Count the lines below that include the word "dead", then give that number and no other words.

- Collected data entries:
···
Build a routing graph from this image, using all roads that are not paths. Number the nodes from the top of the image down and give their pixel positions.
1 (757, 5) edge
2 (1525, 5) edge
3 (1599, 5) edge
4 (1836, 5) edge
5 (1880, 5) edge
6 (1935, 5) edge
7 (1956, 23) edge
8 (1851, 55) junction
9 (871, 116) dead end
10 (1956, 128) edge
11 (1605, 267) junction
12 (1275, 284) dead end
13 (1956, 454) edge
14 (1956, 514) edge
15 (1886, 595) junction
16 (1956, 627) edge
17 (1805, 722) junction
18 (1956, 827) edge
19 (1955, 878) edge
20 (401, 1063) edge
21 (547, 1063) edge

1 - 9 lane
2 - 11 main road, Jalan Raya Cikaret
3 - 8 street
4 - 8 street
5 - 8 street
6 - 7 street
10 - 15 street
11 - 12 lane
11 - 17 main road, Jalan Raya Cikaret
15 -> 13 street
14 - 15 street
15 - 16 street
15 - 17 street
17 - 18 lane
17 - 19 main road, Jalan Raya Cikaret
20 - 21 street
···
- THE COMPLETED TASK: 2